The Daily Paine

You feel the night wind.  The darkness folds around you.  You look up through the leaves to the dark-blue sky and shining stars.  You smell the dry sand and the fresh water and the flowers and the spicy desert plants.  Every breath you draw is new, untainted.  Living outdoors, by day and night, is the secret of my strength.”
–Zane Grey

“The person who forgets the ultimate is a slave to the immediate.”
–John Maxwell

Some of you are relatively new to the Daily Paines; some of you just delete it or say,”Oh, there he is again,” and there are some who read them.  Whichever category you place yourself in, realize that you are in the process of wandering.  One of the reasons I started writing the Paine was to get Christians to wonder and ponder.
Those who have been reading a while know that a common theme is wandering.  Now, that can take many forms.  There is wandering through life, wandering on a journey, wandering down the street.  Surely you have found yourself at times on a spiritual journey, wandering.  Remember, some wander with purpose, some wander aimlessly.  Perhaps we can even wander aimlessly, but with purpose.  Abraham was told to get up and wander, but to look for a land that God would show him.
Jesus wandered around the region of Galilee.  He knew the hills and ravines quite well, as also the shoreline.  Perhaps, before He began His ministry He wandered the region in a somewhat aimless manner, communing with His Father.  Later in life He wandered the same region touching physical, mental, emotional, and spiritual needs of the people.  There were times when He was walking with purpose, yet allowed Himself to be interrupted by individuals with needs; people who were in their own way wandering as well.
In the world today I have the belief that much of our wandering is aimless and without real purpose.  To be interrupted would bring a curse from the mouths of many.  We are in a busy world and we run from one activity to another to another without regard to surroundings, without regard to others around us.  Busyness becomes the aimless wandering of the mind and often the emotions.
One thing I want to do is slow down some and wander.  It may be a walk in the woods with no place in particular in mind except to look at creation, listen to the wind rustling the leaves and then watching as one floats to the ground.  To watch a hawk leave its perch and dive toward its prey or to watch a squirrel scamper up the side of a tree.  Perhaps I would be distracted by a hummingbird buzz by as I walk.  I also want to wander from the desk in my office or my easy-chair in front of the fire.  I want to think thoughts, such as, “What was it like for the disciples to wander with Jesus?”
I like the words of Margaret Manning Shull:  “The busyness is not what is useful nor is it what brings meaning, beauty, joy, or wonder to living.  Creating space for wandering in the crowded days and weeks of our lives allows our thoughts to roam toward new priorities and paths, toward encounters along the road that surprise and nourish the soul, like the disciples who walked unknowingly with the risen Jesus.  Wandering–whether that involves the purposeless walking…being distracted by beauty in the person right in front of us or in the natural world, or the intentional withdrawal into silence, stillness, and prayer–is itself a purposeful work.”

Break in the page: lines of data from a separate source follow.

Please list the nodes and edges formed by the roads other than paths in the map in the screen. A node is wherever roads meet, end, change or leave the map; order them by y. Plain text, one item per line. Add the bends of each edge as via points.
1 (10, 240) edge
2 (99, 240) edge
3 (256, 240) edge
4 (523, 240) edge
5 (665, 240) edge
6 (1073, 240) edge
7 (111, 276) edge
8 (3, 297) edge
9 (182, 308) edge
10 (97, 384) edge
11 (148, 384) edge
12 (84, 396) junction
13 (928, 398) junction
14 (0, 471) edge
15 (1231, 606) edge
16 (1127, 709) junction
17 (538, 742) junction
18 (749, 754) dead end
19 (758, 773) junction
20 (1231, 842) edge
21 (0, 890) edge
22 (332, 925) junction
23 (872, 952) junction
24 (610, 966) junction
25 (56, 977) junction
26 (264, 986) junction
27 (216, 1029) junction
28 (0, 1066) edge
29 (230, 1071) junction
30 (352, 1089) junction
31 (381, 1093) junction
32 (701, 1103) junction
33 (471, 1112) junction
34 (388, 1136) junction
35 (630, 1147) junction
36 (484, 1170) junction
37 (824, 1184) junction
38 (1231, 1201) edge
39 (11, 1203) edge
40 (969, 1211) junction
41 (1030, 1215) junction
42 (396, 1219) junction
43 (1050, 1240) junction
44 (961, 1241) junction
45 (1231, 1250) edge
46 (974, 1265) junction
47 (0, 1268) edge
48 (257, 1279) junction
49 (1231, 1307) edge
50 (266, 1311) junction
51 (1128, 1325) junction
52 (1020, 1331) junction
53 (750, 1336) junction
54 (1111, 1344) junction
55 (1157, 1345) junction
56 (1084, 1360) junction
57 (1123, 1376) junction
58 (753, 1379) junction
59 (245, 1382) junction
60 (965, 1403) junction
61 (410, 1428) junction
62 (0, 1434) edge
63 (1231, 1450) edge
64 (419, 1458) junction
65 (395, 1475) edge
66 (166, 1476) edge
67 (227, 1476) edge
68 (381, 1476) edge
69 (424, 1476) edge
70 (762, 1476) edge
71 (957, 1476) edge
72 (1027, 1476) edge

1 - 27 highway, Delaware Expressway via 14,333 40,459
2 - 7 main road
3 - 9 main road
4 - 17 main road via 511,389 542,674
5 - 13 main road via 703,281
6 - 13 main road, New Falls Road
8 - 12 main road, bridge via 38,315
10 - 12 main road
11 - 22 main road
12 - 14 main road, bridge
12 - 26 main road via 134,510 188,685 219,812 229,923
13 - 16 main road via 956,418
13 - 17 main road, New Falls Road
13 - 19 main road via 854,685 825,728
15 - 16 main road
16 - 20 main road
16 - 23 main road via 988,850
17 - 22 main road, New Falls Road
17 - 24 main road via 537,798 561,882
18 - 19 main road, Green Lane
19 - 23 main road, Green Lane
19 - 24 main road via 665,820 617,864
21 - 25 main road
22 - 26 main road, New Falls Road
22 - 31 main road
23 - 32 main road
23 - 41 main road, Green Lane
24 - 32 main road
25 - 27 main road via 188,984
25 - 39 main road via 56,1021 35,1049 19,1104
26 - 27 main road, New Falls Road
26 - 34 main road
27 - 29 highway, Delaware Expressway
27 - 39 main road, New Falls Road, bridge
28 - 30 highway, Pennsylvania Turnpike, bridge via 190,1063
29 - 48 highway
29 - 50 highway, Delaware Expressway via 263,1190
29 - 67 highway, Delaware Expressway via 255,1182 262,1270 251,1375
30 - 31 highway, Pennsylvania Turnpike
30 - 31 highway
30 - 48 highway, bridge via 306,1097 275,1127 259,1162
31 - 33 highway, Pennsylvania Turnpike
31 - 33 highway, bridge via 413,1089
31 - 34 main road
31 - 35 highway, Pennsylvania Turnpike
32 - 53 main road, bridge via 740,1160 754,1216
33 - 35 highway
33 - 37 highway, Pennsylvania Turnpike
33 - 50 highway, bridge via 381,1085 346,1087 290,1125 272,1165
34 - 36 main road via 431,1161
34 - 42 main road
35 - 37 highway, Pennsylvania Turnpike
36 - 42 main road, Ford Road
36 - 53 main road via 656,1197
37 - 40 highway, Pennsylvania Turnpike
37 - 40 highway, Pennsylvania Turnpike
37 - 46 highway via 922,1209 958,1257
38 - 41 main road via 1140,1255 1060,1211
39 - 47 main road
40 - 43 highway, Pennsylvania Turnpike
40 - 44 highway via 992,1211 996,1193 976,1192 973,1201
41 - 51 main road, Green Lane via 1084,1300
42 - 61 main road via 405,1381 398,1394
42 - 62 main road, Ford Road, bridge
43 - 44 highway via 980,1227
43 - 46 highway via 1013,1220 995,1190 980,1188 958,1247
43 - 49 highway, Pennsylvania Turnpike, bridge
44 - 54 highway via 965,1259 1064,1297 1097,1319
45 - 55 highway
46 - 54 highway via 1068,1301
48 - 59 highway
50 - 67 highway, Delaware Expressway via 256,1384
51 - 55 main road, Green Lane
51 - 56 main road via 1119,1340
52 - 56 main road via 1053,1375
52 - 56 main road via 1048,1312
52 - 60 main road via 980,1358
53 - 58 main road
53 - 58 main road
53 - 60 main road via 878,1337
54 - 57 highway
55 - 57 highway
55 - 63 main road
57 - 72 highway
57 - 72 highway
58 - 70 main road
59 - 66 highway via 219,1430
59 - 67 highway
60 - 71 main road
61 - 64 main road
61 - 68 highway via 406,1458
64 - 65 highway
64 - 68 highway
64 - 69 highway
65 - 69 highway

“Yet, my brothers, I do not consider myself to have “arrived”, spiritually, nor do I consider myself already perfect. But I keep going on, grasping ever more firmly that purpose for which Christ grasped me. My brothers, I do not consider myself to have fully grasped it even now. But I do concentrate on this: I leave the past behind and with hands outstretched to whatever lies ahead I go straight for the goal—my reward the honour of being called by God in Christ.”